● **Exercise details**: Copy each line below holding "Lindo".

[Recorded data]
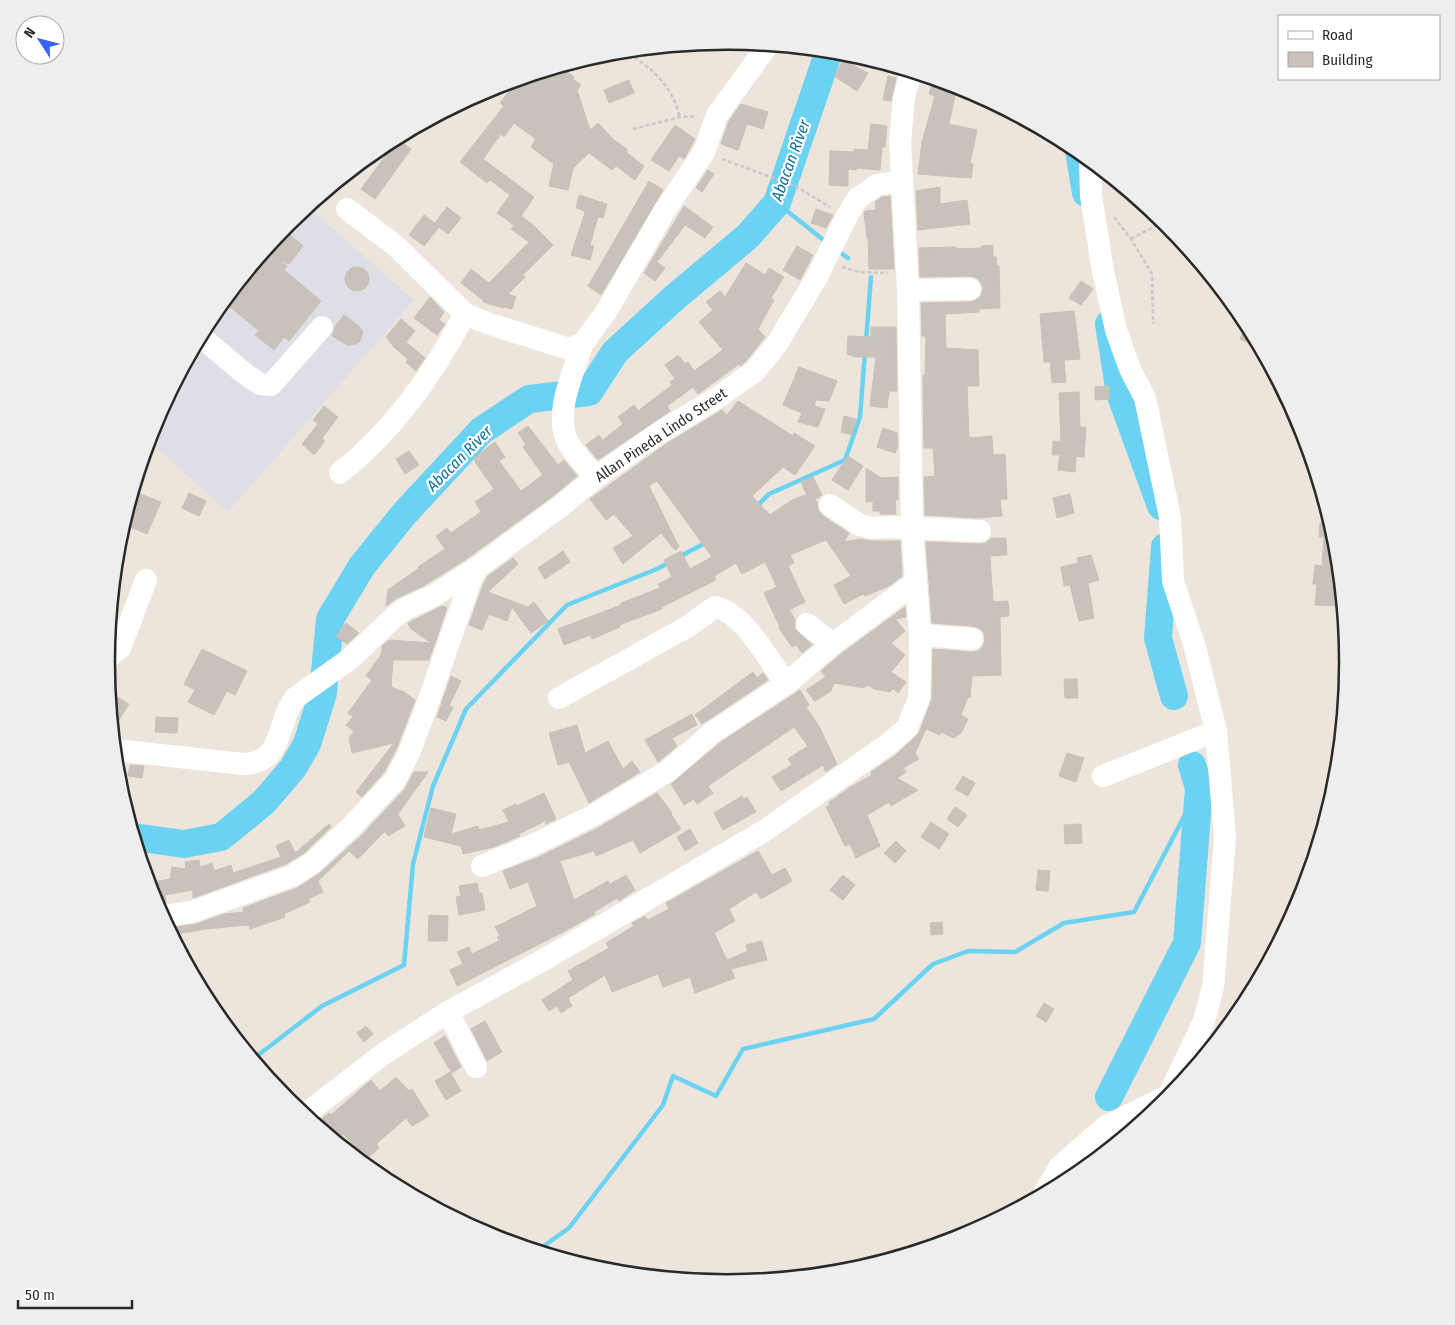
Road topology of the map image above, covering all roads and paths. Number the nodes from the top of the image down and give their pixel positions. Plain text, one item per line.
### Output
1 (764, 51) edge
2 (633, 58) edge
3 (909, 78) edge
4 (717, 115) junction
5 (680, 117) junction
6 (633, 129) dead end
7 (713, 156) junction
8 (1090, 170) edge
9 (901, 180) junction
10 (347, 209) dead end
11 (848, 214) junction
12 (1112, 216) dead end
13 (1157, 225) edge
14 (1131, 239) junction
15 (859, 272) dead end
16 (908, 282) junction
17 (970, 289) dead end
18 (465, 314) junction
19 (1153, 324) dead end
20 (322, 328) dead end
21 (206, 341) edge
22 (583, 343) junction
23 (340, 473) dead end
24 (596, 477) junction
25 (830, 505) dead end
26 (912, 528) junction
27 (980, 531) dead end
28 (478, 567) junction
29 (146, 580) dead end
30 (916, 582) junction
31 (807, 624) dead end
32 (920, 635) junction
33 (972, 639) dead end
34 (833, 644) junction
35 (115, 652) edge
36 (786, 684) junction
37 (559, 698) dead end
38 (1216, 730) junction
39 (122, 751) edge
40 (1103, 776) dead end
41 (482, 866) dead end
42 (170, 915) edge
43 (448, 1012) junction
44 (476, 1066) dead end
45 (1177, 1079) edge
46 (1148, 1107) edge
47 (310, 1110) edge
48 (1049, 1184) edge

1 - 4 street
2 - 5 path
3 - 9 street
4 - 5 path
4 - 7 street
5 - 6 path
7 - 11 path
7 - 22 street
8 - 38 street
9 - 11 street, Allan Pineda Lindo Street
9 - 16 street
10 - 18 street
11 - 24 street, Allan Pineda Lindo Street
12 - 14 path
13 - 14 path
14 - 19 path
15 - 16 path
16 - 17 street
16 - 26 street
18 - 22 street
18 - 23 street
20 - 21 street
22 - 24 street
24 - 28 street, Allan Pineda Lindo Street
25 - 26 street
26 - 27 street
26 - 30 street
28 - 39 street, Allan Pineda Lindo Street
28 - 42 street
29 - 35 street
30 - 32 street
30 - 34 street
31 - 34 street
32 - 33 street
32 - 43 street
34 - 36 street
36 - 37 street
36 - 41 street
38 - 40 street
38 - 45 street
43 - 44 street
43 - 47 street
46 - 48 street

● **Exercise result**:
9 - 11 street, Allan Pineda Lindo Street
11 - 24 street, Allan Pineda Lindo Street
24 - 28 street, Allan Pineda Lindo Street
28 - 39 street, Allan Pineda Lindo Street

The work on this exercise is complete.